Which meant that men exhibited a reduced susceptibility to allergic airway inflammation in response to environmental allergens.

"So we're able to see when we add testosterone, that the number of cells didn't increase, but when you add estrogen they do increase in number," Professor Belz said.

"So there is a real response going on in how these cells proliferate, and it's an increase in these cells that are found during asthma." Professor Belz said the findings had surprised them, because when they began looking into asthma prevalence, they had initially thought it would be driven by estrogen.

"So it was a bit of curveball to find it was the androgen receptor driving these effects," she said.

She said the discovery had uncovered a specific receptor "that could be potentially targeted."

"But it's really focused our ideas down on identifying other receptors that might be more broadly targeted for diminishing the affects severe to asthma."
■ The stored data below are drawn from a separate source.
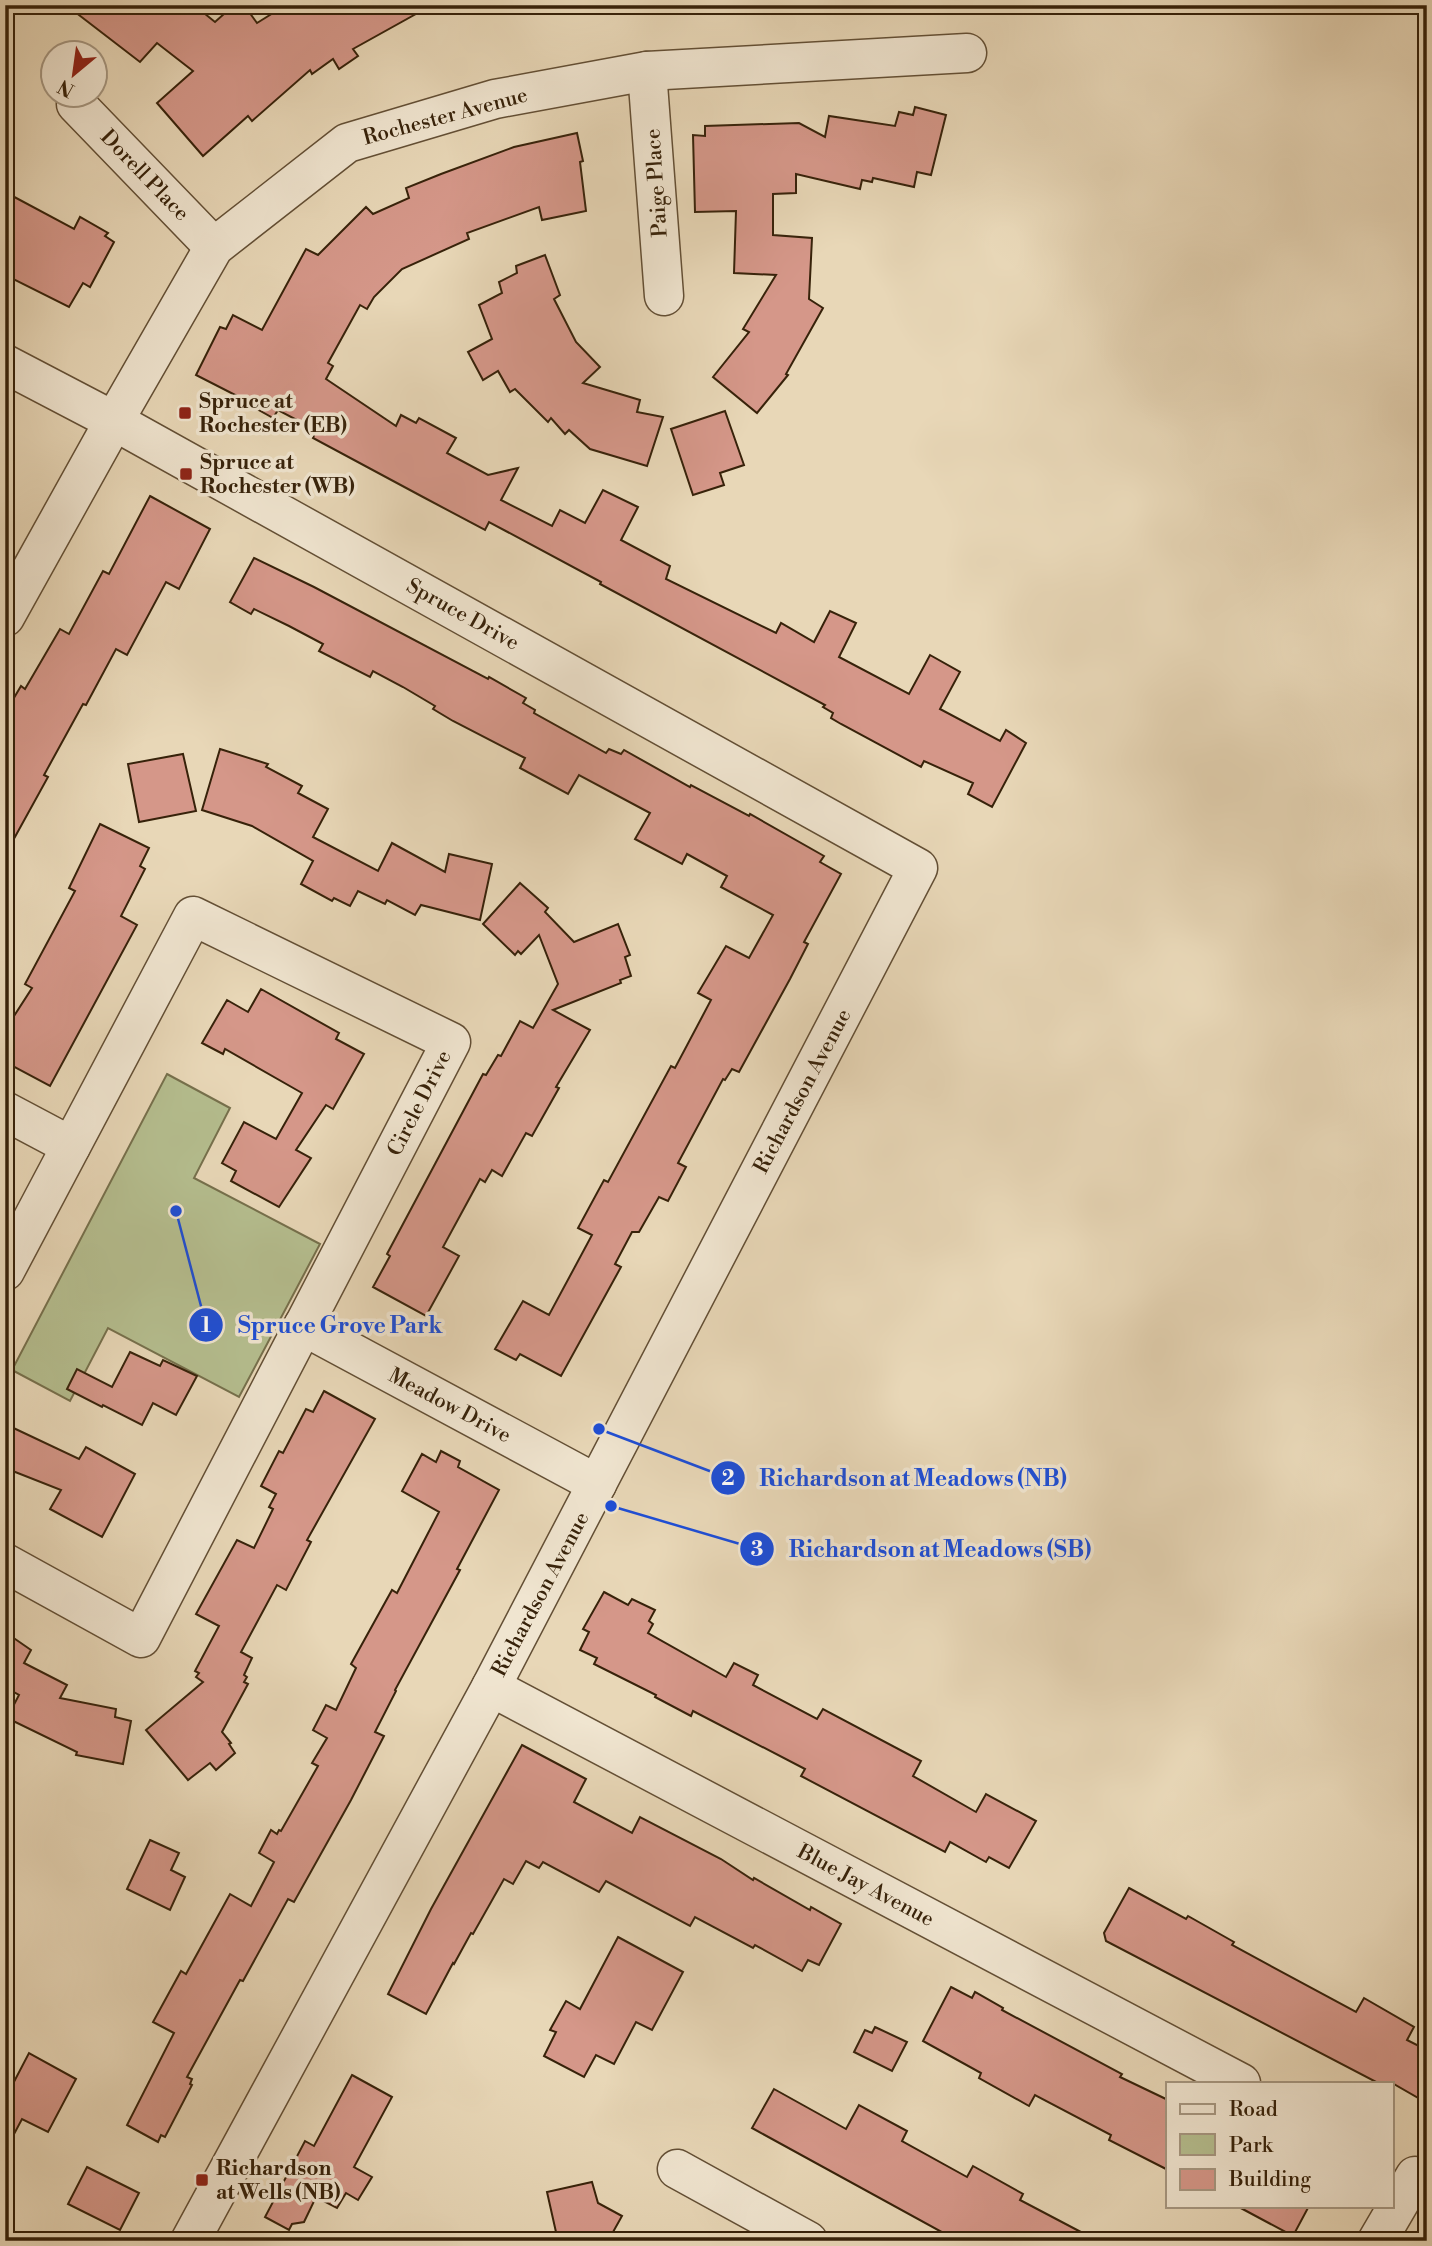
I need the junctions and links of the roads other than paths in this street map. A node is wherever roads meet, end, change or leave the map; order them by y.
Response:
1 (967, 53) dead end
2 (647, 71) junction
3 (80, 108) edge
4 (214, 247) junction
5 (664, 296) dead end
6 (5, 364) edge
7 (114, 421) junction
8 (5, 617) edge
9 (918, 868) joint
10 (5, 1111) edge
11 (71, 1146) junction
12 (5, 1271) edge
13 (303, 1326) junction
14 (597, 1484) junction
15 (5, 1563) edge
16 (491, 1687) junction
17 (1239, 2082) edge
18 (677, 2169) dead end
19 (1411, 2173) edge
20 (1394, 2207) edge
21 (1394, 2208) edge
22 (190, 2241) edge
23 (807, 2241) edge
24 (1377, 2241) edge

1 - 2 street, Rochester Avenue
2 - 4 street, Rochester Avenue
2 - 5 street, Paige Place
3 - 4 street, Dorell Place
4 - 7 street, Rochester Avenue
6 - 7 street, Spruce Drive
7 - 8 street, Rochester Avenue
7 - 9 street, Spruce Drive
9 - 14 street, Richardson Avenue
10 - 11 street
11 - 12 street, Circle Drive
11 - 13 street, Circle Drive
13 - 14 street, Meadow Drive
13 - 15 street, Circle Drive
14 - 16 street, Richardson Avenue
16 - 17 street, Blue Jay Avenue
16 - 22 street, Richardson Avenue
18 - 23 street
19 - 20 street
21 - 24 street

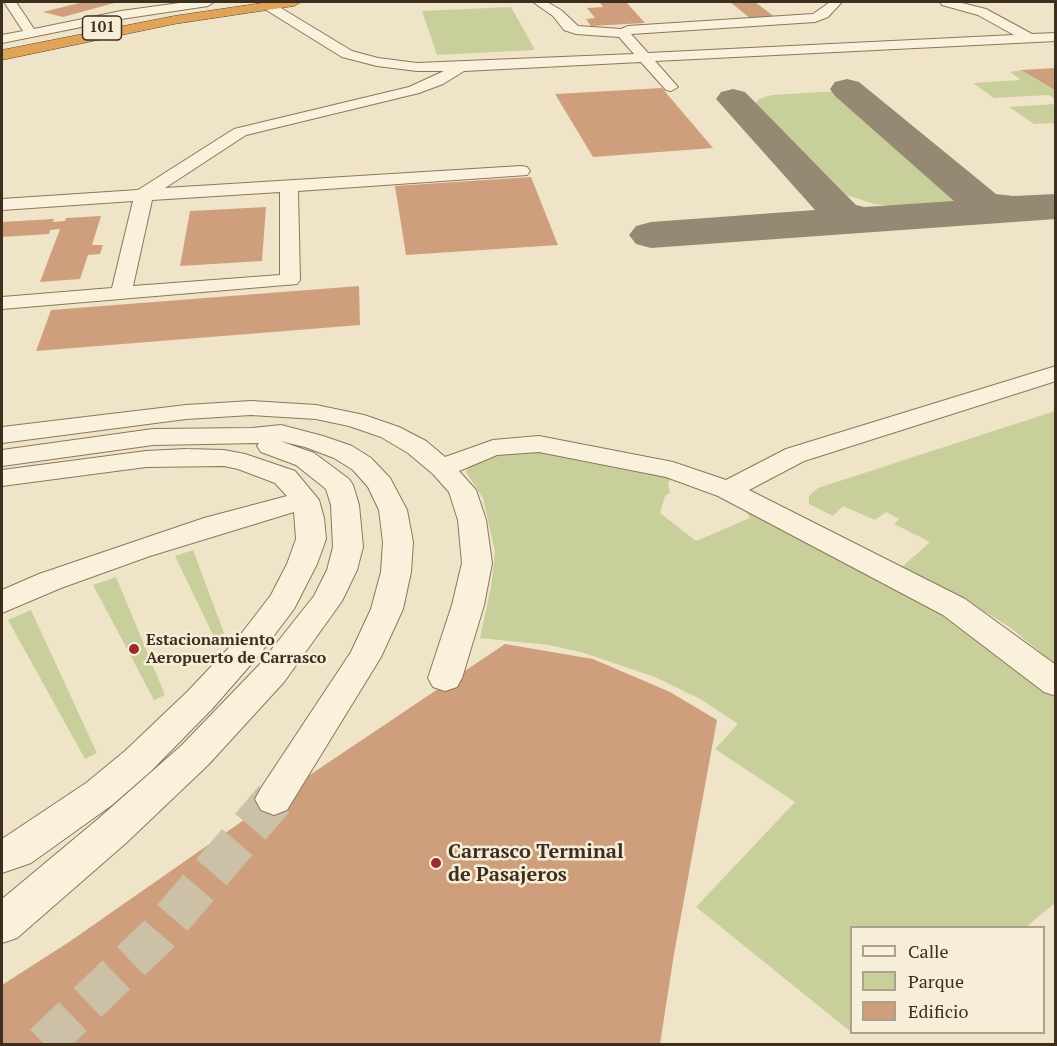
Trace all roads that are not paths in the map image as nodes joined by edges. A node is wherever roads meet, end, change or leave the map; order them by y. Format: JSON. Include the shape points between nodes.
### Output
{"nodes":[{"id":1,"x":10,"y":2,"type":"edge"},
{"id":2,"x":208,"y":2,"type":"edge"},
{"id":3,"x":294,"y":2,"type":"edge"},
{"id":4,"x":539,"y":2,"type":"edge"},
{"id":5,"x":836,"y":2,"type":"edge"},
{"id":6,"x":946,"y":2,"type":"edge"},
{"id":7,"x":265,"y":3,"type":"edge"},
{"id":8,"x":981,"y":7,"type":"edge"},
{"id":9,"x":155,"y":18,"type":"junction"},
{"id":10,"x":131,"y":21,"type":"junction"},
{"id":11,"x":31,"y":33,"type":"junction"},
{"id":12,"x":102,"y":33,"type":"junction"},
{"id":13,"x":624,"y":33,"type":"junction"},
{"id":14,"x":1056,"y":37,"type":"edge"},
{"id":15,"x":1029,"y":38,"type":"junction"},
{"id":16,"x":2,"y":42,"type":"edge"},
{"id":17,"x":2,"y":55,"type":"edge"},
{"id":18,"x":646,"y":58,"type":"junction"},
{"id":19,"x":2,"y":60,"type":"edge"},
{"id":20,"x":461,"y":67,"type":"junction"},
{"id":21,"x":671,"y":87,"type":"dead end"},
{"id":22,"x":521,"y":171,"type":"dead end"},
{"id":23,"x":289,"y":185,"type":"junction"},
{"id":24,"x":144,"y":194,"type":"junction"},
{"id":25,"x":2,"y":204,"type":"edge"},
{"id":26,"x":121,"y":294,"type":"junction"},
{"id":27,"x":2,"y":303,"type":"edge"},
{"id":28,"x":1056,"y":373,"type":"edge"},
{"id":29,"x":2,"y":435,"type":"edge"},
{"id":30,"x":252,"y":436,"type":"junction"},
{"id":31,"x":2,"y":458,"type":"edge"},
{"id":32,"x":442,"y":468,"type":"junction"},
{"id":33,"x":2,"y":478,"type":"edge"},
{"id":34,"x":728,"y":490,"type":"junction"},
{"id":35,"x":306,"y":500,"type":"junction"},
{"id":36,"x":2,"y":602,"type":"edge"},
{"id":37,"x":444,"y":678,"type":"dead end"},
{"id":38,"x":1056,"y":683,"type":"edge"},
{"id":39,"x":274,"y":799,"type":"tunnel mouth"},
{"id":40,"x":2,"y":856,"type":"edge"},
{"id":41,"x":77,"y":860,"type":"junction"},
{"id":42,"x":2,"y":901,"type":"edge"},
{"id":43,"x":2,"y":924,"type":"edge"}],
"edges":[{"from":1,"to":11,"type":"street"},
{"from":2,"to":11,"type":"street"},
{"from":3,"to":7,"type":"highway","number":"101"},
{"from":4,"to":13,"type":"street","via":[[576,30]]},
{"from":5,"to":13,"type":"street","via":[[815,18],[633,29]]},
{"from":6,"to":8,"type":"street"},
{"from":7,"to":9,"type":"highway","number":"101"},
{"from":7,"to":12,"type":"highway","number":"101"},
{"from":7,"to":20,"type":"street","via":[[347,54],[417,67]]},
{"from":8,"to":15,"type":"street"},
{"from":9,"to":10,"type":"highway"},
{"from":9,"to":16,"type":"highway","number":"101"},
{"from":10,"to":11,"type":"street"},
{"from":10,"to":16,"type":"highway"},
{"from":11,"to":16,"type":"street"},
{"from":12,"to":17,"type":"highway","number":"101"},
{"from":12,"to":19,"type":"highway"},
{"from":13,"to":18,"type":"street"},
{"from":14,"to":15,"type":"street"},
{"from":15,"to":18,"type":"street"},
{"from":18,"to":20,"type":"street"},
{"from":18,"to":21,"type":"street"},
{"from":20,"to":24,"type":"street","via":[[414,90],[240,132]]},
{"from":22,"to":23,"type":"street"},
{"from":23,"to":24,"type":"street"},
{"from":23,"to":26,"type":"street","via":[[290,280]]},
{"from":24,"to":25,"type":"street"},
{"from":24,"to":26,"type":"street"},
{"from":26,"to":27,"type":"street"},
{"from":28,"to":34,"type":"street","via":[[795,455]]},
{"from":29,"to":32,"type":"street","via":[[186,412],[251,408],[316,412],[390,432],[417,447]]},
{"from":30,"to":31,"type":"street","via":[[153,437]]},
{"from":30,"to":39,"type":"street","via":[[281,433],[314,441],[362,464],[380,484],[393,510],[398,542],[387,609],[365,657]]},
{"from":30,"to":41,"type":"street","via":[[305,459],[339,485],[348,526],[342,570],[327,602],[272,674],[195,755]]},
{"from":32,"to":34,"type":"street","via":[[493,448],[539,444],[673,470]]},
{"from":32,"to":37,"type":"street","via":[[462,490],[472,520],[477,563]]},
{"from":33,"to":35,"type":"street","via":[[146,459],[225,458],[285,477]]},
{"from":34,"to":38,"type":"street","via":[[954,607]]},
{"from":35,"to":36,"type":"street","via":[[140,549]]},
{"from":35,"to":40,"type":"street","via":[[310,539],[302,564],[283,601],[249,646],[138,761],[63,820],[17,851]]},
{"from":41,"to":42,"type":"street"},
{"from":41,"to":43,"type":"street"}]}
Findings could help kids 'have a healthier life'

Stephanie Horan suffers from severe asthma and has to take the maximum dose of medication to control her condition.

She suffered a cardiac arrest 11 years ago because her asthma was so bad, and said that back then she was reluctant to take her medication.

"Being in year 12 it was difficult to take medications, especially in front of people, so I definitely tried to take the minimum dose as much as I could," she said.

"Because there was a social stigma of carrying medications with you."

Her asthma puffer contains steroids, which means disruptive side effects.

"The side effects have been putting on weight, steadily since I've been in year 12 and I started taking it properly," she said.

"From that, it obviously leads to anxiety, and I do battle with depression as well from all of that, especially from the episodes I have had."

Although asthma treatment improvements remain years away, Ms Horan said she hopes they will lead to better health outcomes for children with asthma.

"To not have to take these medications every day and to figure out what the preventive treatments are for them," she said.

"It can lead them to have a healthier life than I did — this research is so important to try to work that out."

The research was conducted with a team from France and has been published today in the Journal of Experimental Medicine.